▼
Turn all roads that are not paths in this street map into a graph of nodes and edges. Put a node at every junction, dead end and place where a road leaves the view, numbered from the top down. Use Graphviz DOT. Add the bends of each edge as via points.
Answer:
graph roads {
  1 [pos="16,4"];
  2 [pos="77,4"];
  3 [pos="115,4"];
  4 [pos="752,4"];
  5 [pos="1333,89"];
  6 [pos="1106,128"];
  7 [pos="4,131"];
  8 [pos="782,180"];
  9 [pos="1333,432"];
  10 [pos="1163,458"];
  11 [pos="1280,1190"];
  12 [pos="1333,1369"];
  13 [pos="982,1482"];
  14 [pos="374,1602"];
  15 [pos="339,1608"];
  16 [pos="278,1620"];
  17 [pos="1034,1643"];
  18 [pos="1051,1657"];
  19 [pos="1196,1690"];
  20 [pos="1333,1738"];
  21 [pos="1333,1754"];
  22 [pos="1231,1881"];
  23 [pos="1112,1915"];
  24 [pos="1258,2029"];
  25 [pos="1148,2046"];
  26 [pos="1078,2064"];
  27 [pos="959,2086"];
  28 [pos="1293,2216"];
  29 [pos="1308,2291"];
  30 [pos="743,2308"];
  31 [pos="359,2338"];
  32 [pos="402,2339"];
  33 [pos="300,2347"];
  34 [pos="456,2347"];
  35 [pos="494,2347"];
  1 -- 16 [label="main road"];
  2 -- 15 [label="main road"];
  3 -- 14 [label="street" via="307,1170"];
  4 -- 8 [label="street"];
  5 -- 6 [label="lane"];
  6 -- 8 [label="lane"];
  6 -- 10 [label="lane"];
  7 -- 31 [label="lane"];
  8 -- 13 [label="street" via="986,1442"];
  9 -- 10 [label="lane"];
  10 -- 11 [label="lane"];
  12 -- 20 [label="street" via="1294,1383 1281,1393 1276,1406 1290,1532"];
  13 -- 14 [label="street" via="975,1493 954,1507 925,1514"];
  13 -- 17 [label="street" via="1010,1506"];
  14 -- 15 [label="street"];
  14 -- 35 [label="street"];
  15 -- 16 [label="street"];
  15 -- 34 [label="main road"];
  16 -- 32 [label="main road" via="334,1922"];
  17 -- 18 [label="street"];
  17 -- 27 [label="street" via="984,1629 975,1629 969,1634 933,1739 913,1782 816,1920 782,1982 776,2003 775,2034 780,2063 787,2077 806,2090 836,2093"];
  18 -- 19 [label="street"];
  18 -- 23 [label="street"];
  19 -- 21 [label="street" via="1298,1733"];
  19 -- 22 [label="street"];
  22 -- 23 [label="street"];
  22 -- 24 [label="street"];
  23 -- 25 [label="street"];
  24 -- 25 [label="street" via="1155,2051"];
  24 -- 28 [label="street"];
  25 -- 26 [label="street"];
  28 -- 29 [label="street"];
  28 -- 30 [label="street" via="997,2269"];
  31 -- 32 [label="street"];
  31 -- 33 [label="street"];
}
▲
# Requirement:
What you write must match the records above line for line.

# Response:
Turn all roads that are not paths in this street map into a graph of nodes and edges. Put a node at every junction, dead end and place where a road leaves the view, numbered from the top down. Use Graphviz DOT. Add the bends of each edge as via points.
Answer:
graph roads {
  1 [pos="16,4"];
  2 [pos="77,4"];
  3 [pos="115,4"];
  4 [pos="752,4"];
  5 [pos="1333,89"];
  6 [pos="1106,128"];
  7 [pos="4,131"];
  8 [pos="782,180"];
  9 [pos="1333,432"];
  10 [pos="1163,458"];
  11 [pos="1280,1190"];
  12 [pos="1333,1369"];
  13 [pos="982,1482"];
  14 [pos="374,1602"];
  15 [pos="339,1608"];
  16 [pos="278,1620"];
  17 [pos="1034,1643"];
  18 [pos="1051,1657"];
  19 [pos="1196,1690"];
  20 [pos="1333,1738"];
  21 [pos="1333,1754"];
  22 [pos="1231,1881"];
  23 [pos="1112,1915"];
  24 [pos="1258,2029"];
  25 [pos="1148,2046"];
  26 [pos="1078,2064"];
  27 [pos="959,2086"];
  28 [pos="1293,2216"];
  29 [pos="1308,2291"];
  30 [pos="743,2308"];
  31 [pos="359,2338"];
  32 [pos="402,2339"];
  33 [pos="300,2347"];
  34 [pos="456,2347"];
  35 [pos="494,2347"];
  1 -- 16 [label="main road"];
  2 -- 15 [label="main road"];
  3 -- 14 [label="street" via="307,1170"];
  4 -- 8 [label="street"];
  5 -- 6 [label="lane"];
  6 -- 8 [label="lane"];
  6 -- 10 [label="lane"];
  7 -- 31 [label="lane"];
  8 -- 13 [label="street" via="986,1442"];
  9 -- 10 [label="lane"];
  10 -- 11 [label="lane"];
  12 -- 20 [label="street" via="1294,1383 1281,1393 1276,1406 1290,1532"];
  13 -- 14 [label="street" via="975,1493 954,1507 925,1514"];
  13 -- 17 [label="street" via="1010,1506"];
  14 -- 15 [label="street"];
  14 -- 35 [label="street"];
  15 -- 16 [label="street"];
  15 -- 34 [label="main road"];
  16 -- 32 [label="main road" via="334,1922"];
  17 -- 18 [label="street"];
  17 -- 27 [label="street" via="984,1629 975,1629 969,1634 933,1739 913,1782 816,1920 782,1982 776,2003 775,2034 780,2063 787,2077 806,2090 836,2093"];
  18 -- 19 [label="street"];
  18 -- 23 [label="street"];
  19 -- 21 [label="street" via="1298,1733"];
  19 -- 22 [label="street"];
  22 -- 23 [label="street"];
  22 -- 24 [label="street"];
  23 -- 25 [label="street"];
  24 -- 25 [label="street" via="1155,2051"];
  24 -- 28 [label="street"];
  25 -- 26 [label="street"];
  28 -- 29 [label="street"];
  28 -- 30 [label="street" via="997,2269"];
  31 -- 32 [label="street"];
  31 -- 33 [label="street"];
}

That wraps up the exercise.